Return each entry below exactly. Skip the images.

* **DATASET EXCERPTS**
=== Section Start ===
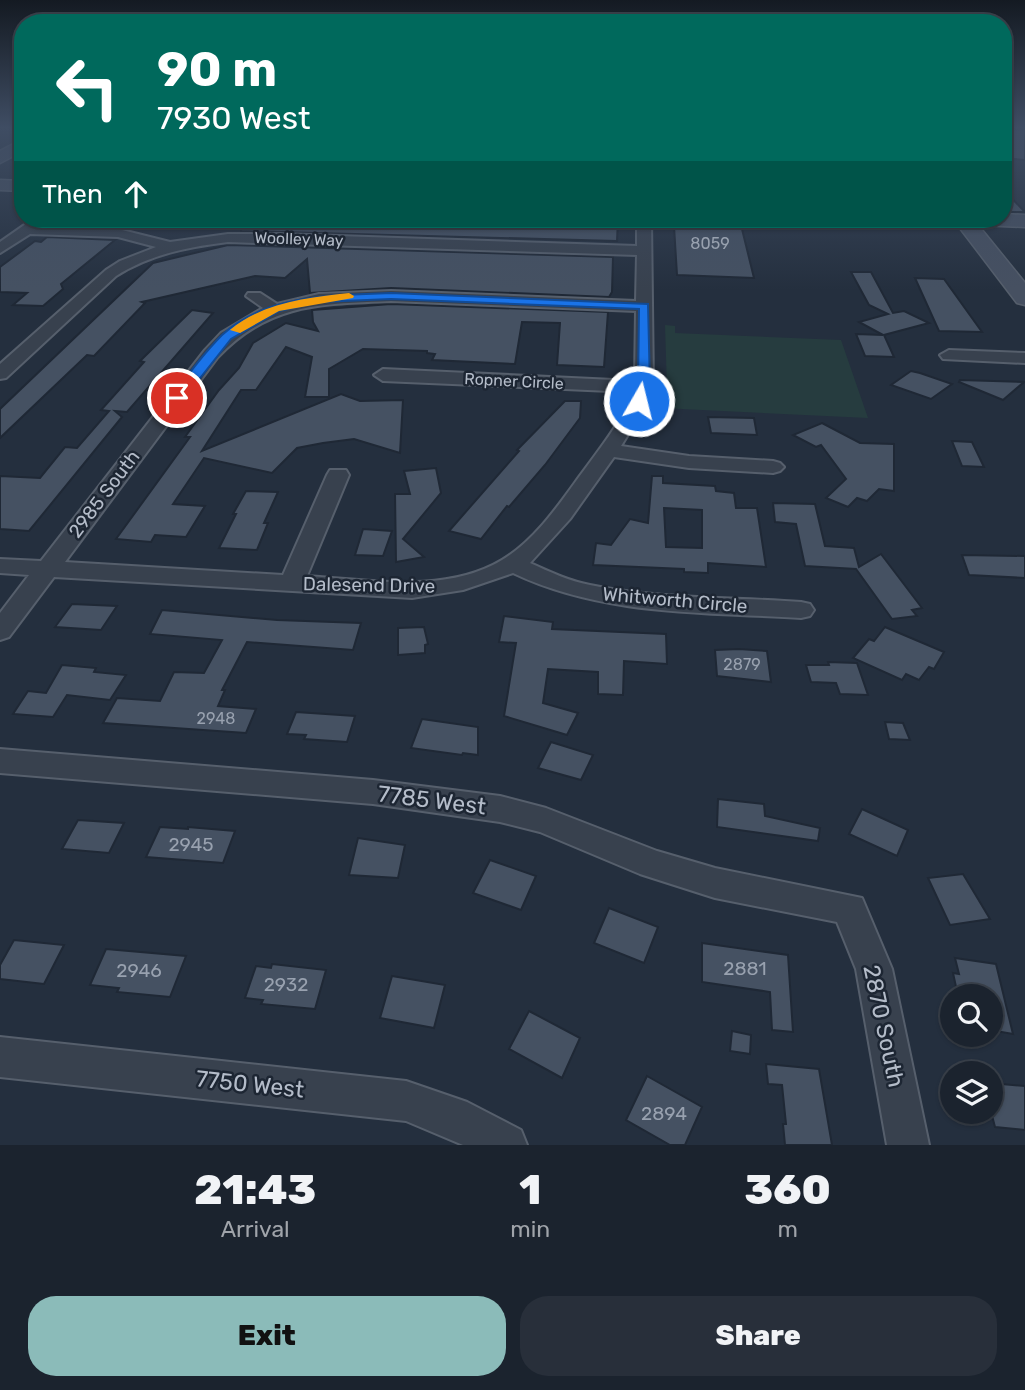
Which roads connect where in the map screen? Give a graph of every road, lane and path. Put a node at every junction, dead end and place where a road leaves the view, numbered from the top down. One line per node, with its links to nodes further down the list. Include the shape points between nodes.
1 (30, 228): 4 (street)
2 (644, 228): 7 (street, Dalesend Drive)
3 (970, 228): 9 (street)
4 (27, 230): 5 (street, via 126,234); 6 (street)
5 (170, 247): 7 (street, Woolley Way, via 257,237); 14 (street, Woolley Way, via 111,273)
6 (0, 249)
7 (645, 251): 10 (street, Dalesend Drive)
8 (254, 296): 11 (street)
9 (1025, 298)
10 (644, 306): 11 (street, 2985 South, via 350,296); 16 (street, Dalesend Drive)
11 (275, 309): 22 (street, 2985 South, via 243,325 211,354)
12 (948, 355): 13 (street)
13 (1025, 358)
14 (0, 374)
15 (383, 374): 16 (street, Ropner Circle)
16 (644, 387): 17 (street, Dalesend Drive)
17 (607, 450): 18 (street, via 689,463); 20 (street, Dalesend Drive, via 543,538)
18 (773, 467)
19 (338, 475): 23 (street)
20 (513, 564): 23 (street, Dalesend Drive, via 437,588); 24 (street, Whitworth Circle, via 589,593)
21 (0, 566): 22 (street, Dalesend Drive)
22 (48, 567): 23 (street, Dalesend Drive); 25 (street, 2985 South)
23 (292, 583)
24 (801, 610)
25 (0, 631)
26 (0, 761): 27 (street, 7785 West, via 373,792 500,808 715,883)
27 (850, 909): 30 (street, 2870 South, via 874,969)
28 (0, 1056): 29 (street, 7750 West, via 406,1101 452,1116)
29 (500, 1141)
30 (908, 1145)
=== Section End ===
* **RESULT FOR THIS EXERCISE**
Which roads connect where in the map screen? Give a graph of every road, lane and path. Put a node at every junction, dead end and place where a road leaves the view, numbered from the top down. One line per node, with its links to nodes further down the list. Include the shape points between nodes.
1 (30, 228): 4 (street)
2 (644, 228): 7 (street, Dalesend Drive)
3 (970, 228): 9 (street)
4 (27, 230): 5 (street, via 126,234); 6 (street)
5 (170, 247): 7 (street, Woolley Way, via 257,237); 14 (street, Woolley Way, via 111,273)
6 (0, 249)
7 (645, 251): 10 (street, Dalesend Drive)
8 (254, 296): 11 (street)
9 (1025, 298)
10 (644, 306): 11 (street, 2985 South, via 350,296); 16 (street, Dalesend Drive)
11 (275, 309): 22 (street, 2985 South, via 243,325 211,354)
12 (948, 355): 13 (street)
13 (1025, 358)
14 (0, 374)
15 (383, 374): 16 (street, Ropner Circle)
16 (644, 387): 17 (street, Dalesend Drive)
17 (607, 450): 18 (street, via 689,463); 20 (street, Dalesend Drive, via 543,538)
18 (773, 467)
19 (338, 475): 23 (street)
20 (513, 564): 23 (street, Dalesend Drive, via 437,588); 24 (street, Whitworth Circle, via 589,593)
21 (0, 566): 22 (street, Dalesend Drive)
22 (48, 567): 23 (street, Dalesend Drive); 25 (street, 2985 South)
23 (292, 583)
24 (801, 610)
25 (0, 631)
26 (0, 761): 27 (street, 7785 West, via 373,792 500,808 715,883)
27 (850, 909): 30 (street, 2870 South, via 874,969)
28 (0, 1056): 29 (street, 7750 West, via 406,1101 452,1116)
29 (500, 1141)
30 (908, 1145)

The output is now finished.